As shown in FIG. 2, a resister R1 is connected to the base of the first transistor Tr1. The base and emitter of the first transistor Tr1 are mutually connected by a resistor R2. The emitter of the first transistor Tr1 is grounded. The collector of the first transistor Tr1 is connected to the base of the second transistor Tr2 via a resistor R3. An end of the resistor RI opposite the end connected to the base of the first transistor Tr1 corresponds to the base terminal of the main control transistor 15.

The base and emitter of the second transistor Tr2 are mutually connected by a resistor R4. The emitter of the second transistor Tr2 is connected to a power source line LV, to which constant voltage is supplied. The collector and emitter of the second transistor Tr2 are mutually connected by a diode D1. The collector of the second transistor Tr2 is grounded via a resistor R5. Notably, the anode of the diode D1 is connected to the collector of the second transistor Tr2; and the cathode of the diode D1 is connected to the emitter of the second transistor Tr2.

The base of the third transistor Tr3 is connected to the collector of the second transistor Tr2 via a resistor R6. The emitter of the third transistor Tr3 corresponds to the emitter terminal 15 e of the main control transistor 15. The collector of the third transistor Tr3 corresponds to the collector terminal 15 c of the main control transistor 15.

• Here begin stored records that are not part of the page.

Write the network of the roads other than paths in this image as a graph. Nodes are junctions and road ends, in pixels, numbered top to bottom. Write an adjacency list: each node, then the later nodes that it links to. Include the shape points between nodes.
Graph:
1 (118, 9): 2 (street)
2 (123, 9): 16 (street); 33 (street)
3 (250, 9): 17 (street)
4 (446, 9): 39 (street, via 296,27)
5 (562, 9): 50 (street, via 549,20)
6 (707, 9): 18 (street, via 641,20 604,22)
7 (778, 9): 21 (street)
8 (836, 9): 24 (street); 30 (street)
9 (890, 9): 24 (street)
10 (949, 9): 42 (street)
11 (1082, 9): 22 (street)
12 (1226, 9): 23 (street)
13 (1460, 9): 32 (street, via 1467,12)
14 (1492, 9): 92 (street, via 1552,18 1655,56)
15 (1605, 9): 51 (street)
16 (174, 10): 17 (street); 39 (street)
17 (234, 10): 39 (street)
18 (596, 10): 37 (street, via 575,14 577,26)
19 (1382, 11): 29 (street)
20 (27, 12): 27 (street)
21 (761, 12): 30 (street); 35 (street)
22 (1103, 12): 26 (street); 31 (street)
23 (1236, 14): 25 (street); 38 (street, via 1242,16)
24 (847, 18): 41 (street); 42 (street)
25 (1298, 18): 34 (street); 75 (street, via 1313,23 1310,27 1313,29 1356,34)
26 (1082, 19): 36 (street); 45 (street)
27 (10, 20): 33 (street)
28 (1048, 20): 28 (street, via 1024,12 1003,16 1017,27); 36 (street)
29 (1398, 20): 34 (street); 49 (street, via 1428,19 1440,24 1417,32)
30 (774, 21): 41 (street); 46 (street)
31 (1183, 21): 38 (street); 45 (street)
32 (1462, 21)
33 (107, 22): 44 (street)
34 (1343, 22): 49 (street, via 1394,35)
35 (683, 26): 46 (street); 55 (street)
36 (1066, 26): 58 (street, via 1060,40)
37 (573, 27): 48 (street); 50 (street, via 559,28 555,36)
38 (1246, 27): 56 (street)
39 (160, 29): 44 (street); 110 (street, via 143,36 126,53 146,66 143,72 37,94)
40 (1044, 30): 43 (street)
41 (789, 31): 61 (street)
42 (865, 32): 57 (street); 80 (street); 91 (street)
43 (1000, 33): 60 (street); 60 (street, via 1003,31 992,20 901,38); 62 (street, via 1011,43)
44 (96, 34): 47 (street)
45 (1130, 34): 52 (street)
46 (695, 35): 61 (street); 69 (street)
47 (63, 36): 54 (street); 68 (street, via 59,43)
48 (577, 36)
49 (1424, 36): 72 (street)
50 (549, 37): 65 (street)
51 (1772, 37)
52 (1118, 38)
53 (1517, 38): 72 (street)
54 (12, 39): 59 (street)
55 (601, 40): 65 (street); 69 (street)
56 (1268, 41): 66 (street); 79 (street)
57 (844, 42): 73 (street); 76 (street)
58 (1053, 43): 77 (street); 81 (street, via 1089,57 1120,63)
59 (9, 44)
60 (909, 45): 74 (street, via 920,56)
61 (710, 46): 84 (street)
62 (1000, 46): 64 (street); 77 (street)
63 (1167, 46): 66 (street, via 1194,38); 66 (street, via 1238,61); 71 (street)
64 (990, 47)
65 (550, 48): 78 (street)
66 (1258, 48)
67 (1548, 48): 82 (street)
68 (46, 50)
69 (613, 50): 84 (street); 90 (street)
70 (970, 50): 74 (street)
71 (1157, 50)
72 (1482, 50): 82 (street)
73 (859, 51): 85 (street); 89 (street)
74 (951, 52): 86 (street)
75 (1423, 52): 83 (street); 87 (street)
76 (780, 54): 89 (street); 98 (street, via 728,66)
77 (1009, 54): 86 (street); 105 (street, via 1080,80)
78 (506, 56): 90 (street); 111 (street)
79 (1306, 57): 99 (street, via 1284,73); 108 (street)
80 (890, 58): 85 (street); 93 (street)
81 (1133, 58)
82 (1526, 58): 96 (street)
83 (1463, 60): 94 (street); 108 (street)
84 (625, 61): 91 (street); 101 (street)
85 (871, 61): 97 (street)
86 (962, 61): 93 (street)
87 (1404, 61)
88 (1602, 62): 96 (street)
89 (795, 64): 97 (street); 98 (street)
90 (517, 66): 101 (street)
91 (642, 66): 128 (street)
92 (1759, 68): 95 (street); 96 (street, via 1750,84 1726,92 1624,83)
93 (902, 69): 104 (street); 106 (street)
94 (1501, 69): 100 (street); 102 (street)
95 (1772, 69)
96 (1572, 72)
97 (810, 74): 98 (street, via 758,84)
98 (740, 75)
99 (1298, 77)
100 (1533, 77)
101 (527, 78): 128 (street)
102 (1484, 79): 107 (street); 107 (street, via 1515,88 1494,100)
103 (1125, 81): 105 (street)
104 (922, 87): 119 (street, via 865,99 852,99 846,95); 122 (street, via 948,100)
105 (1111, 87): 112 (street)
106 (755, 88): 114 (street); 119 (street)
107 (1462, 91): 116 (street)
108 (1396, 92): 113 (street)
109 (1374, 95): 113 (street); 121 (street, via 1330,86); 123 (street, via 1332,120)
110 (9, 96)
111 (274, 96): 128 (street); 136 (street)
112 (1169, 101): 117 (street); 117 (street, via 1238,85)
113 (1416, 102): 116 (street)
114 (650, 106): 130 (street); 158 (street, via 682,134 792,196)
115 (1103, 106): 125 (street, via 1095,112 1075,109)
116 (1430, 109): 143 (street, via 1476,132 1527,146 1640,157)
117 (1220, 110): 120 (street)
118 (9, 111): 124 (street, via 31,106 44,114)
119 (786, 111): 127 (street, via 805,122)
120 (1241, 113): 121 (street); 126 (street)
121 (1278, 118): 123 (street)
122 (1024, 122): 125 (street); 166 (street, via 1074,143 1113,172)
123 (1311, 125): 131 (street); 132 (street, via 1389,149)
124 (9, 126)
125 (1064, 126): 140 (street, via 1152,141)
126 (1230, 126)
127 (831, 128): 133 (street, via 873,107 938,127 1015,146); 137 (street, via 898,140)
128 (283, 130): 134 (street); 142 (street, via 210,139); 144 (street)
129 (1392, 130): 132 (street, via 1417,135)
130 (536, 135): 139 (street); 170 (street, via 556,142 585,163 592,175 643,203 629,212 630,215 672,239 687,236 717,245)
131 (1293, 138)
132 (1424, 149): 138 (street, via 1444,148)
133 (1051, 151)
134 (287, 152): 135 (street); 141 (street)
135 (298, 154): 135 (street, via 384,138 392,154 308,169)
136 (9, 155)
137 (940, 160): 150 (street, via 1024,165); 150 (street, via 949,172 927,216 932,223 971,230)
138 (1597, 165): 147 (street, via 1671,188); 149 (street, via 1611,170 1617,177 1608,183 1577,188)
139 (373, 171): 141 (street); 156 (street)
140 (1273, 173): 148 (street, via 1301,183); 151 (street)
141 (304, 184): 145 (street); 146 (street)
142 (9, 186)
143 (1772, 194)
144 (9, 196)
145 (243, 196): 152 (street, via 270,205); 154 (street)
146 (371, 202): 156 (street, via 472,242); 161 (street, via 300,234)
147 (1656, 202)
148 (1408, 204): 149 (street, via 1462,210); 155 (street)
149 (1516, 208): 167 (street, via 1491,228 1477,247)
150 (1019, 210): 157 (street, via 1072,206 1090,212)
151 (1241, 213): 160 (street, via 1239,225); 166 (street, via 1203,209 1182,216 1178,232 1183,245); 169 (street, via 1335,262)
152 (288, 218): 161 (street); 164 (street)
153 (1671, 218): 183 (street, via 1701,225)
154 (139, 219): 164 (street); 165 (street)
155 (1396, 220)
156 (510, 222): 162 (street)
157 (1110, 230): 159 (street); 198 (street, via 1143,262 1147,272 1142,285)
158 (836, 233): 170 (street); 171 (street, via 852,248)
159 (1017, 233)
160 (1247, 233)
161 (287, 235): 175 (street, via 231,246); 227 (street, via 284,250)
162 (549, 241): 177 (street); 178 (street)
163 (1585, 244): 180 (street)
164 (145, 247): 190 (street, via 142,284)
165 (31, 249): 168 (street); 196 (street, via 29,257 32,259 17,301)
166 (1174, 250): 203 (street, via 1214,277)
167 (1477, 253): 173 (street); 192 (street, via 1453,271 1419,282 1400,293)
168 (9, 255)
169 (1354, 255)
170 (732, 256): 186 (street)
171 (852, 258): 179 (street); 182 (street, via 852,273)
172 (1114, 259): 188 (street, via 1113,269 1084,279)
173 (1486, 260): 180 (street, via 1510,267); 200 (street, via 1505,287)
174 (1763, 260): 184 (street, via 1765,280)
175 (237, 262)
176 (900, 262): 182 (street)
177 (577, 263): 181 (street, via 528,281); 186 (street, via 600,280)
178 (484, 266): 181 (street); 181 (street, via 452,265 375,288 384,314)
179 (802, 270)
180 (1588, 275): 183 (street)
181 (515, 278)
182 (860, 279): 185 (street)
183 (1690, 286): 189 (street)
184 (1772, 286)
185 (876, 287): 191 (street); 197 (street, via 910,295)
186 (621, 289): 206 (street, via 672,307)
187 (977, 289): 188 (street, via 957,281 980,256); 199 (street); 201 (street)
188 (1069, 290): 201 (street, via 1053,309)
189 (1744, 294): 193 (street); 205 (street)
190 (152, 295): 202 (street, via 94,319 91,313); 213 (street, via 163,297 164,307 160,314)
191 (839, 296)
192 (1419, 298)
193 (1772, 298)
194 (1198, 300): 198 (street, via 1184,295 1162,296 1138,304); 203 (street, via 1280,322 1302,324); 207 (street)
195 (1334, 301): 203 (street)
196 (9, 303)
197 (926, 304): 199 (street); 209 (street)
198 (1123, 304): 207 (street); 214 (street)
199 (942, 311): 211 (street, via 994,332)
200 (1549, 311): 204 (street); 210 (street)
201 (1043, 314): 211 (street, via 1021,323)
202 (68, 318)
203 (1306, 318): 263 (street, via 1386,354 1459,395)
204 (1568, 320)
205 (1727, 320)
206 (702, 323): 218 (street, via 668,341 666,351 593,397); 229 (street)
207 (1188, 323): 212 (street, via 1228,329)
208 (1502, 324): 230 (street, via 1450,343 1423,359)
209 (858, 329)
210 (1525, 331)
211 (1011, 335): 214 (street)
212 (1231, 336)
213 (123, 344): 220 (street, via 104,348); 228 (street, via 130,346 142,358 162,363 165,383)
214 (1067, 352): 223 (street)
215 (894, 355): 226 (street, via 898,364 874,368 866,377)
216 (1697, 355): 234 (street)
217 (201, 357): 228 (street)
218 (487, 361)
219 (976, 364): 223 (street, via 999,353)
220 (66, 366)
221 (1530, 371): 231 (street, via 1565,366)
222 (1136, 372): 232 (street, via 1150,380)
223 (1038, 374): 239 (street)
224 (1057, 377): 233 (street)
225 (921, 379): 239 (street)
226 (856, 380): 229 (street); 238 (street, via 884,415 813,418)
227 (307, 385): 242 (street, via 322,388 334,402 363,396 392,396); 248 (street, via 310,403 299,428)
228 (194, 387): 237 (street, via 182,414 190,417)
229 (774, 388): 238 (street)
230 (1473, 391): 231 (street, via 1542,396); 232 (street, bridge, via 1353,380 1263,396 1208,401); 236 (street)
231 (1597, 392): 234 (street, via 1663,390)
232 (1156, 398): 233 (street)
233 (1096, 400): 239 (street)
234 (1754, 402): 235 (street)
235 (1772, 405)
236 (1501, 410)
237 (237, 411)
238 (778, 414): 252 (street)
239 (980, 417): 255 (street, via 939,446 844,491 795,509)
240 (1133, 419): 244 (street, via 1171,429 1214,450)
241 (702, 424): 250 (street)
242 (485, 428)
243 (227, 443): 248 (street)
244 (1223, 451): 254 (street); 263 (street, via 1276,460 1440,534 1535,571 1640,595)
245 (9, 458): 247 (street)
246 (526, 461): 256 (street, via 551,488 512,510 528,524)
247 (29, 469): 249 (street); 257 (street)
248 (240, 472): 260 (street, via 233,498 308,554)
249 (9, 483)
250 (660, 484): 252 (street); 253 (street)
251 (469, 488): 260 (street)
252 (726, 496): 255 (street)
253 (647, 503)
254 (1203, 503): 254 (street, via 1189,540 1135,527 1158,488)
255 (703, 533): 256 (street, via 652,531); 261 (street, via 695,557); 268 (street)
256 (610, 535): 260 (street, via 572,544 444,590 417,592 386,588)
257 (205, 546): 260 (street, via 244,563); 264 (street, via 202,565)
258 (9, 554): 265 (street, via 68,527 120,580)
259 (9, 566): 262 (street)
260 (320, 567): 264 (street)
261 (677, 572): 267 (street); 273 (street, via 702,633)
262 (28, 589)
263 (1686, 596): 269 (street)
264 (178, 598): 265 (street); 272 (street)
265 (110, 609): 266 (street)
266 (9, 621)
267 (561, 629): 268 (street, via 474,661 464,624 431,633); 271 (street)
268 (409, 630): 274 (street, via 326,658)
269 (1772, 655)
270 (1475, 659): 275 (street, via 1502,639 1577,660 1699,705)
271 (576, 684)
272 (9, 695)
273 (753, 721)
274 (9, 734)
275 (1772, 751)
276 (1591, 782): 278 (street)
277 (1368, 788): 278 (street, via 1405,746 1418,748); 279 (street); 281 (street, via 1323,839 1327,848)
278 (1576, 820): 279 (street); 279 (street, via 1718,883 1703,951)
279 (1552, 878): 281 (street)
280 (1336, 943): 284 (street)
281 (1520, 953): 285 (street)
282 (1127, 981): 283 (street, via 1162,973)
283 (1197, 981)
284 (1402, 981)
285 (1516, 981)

When the level of a signal input to the base terminal 15 b is high, a potential difference is produced between the base and emitter of the first transistor Tr1, and thus base current flows, whereby the first transistor Tr1 enters an ON state. When the first transistor Tr1 enters an ON state, current flows from the power source line LV to ground via the resistors R4 and R3. As a result, a potential difference is produced between the base and emitter of the second transistor Tr2, and thus base current flows, whereby the second transistor Tr2 enters an ON state. When the second transistor Tr2 enters an ON state, current flows from the power source line LV to the base of the third transistor Tr3 via the second transistor Tr2 and the resistor R6. Therefore, the third transistor Tr3 enters an ON state.

When the level of the signal input to the base terminal 15 b is low, the first transistor Tr1 enters an OFF state, and the second transistor Tr2 also enters an OFF state. Therefore, no current flows from the power source line LV to the third transistor, and consequently, the third transistor Tr3 also enters an OFF state.

Therefore, the circuit shown in FIG. 2 operates as follows. When the signal input to the base terminal 15 b is at a high level, electrical continuity is established between the collector terminal 15 c and the emitter terminal 15 e (i.e., the terminals 15 c and 15 e are short-circuited). When the signal input to the base terminal 15 b is at a low level, electrical continuity is not established between the collector terminal 15 c and the emitter terminal 15 e (i.e., the terminals 15 c and 15 e are isolated from each other).

That is, the circuit shown in FIG. 2 operates in the same manner as a single npn transistor. Further, since three transistors are combined, the circuit has a high current amplification factor. Therefore, the main control transistor 15, which has a circuit configuration shown in FIG. 2, can be driven by small current output from the signal processing control circuit in order to supply primary current i1.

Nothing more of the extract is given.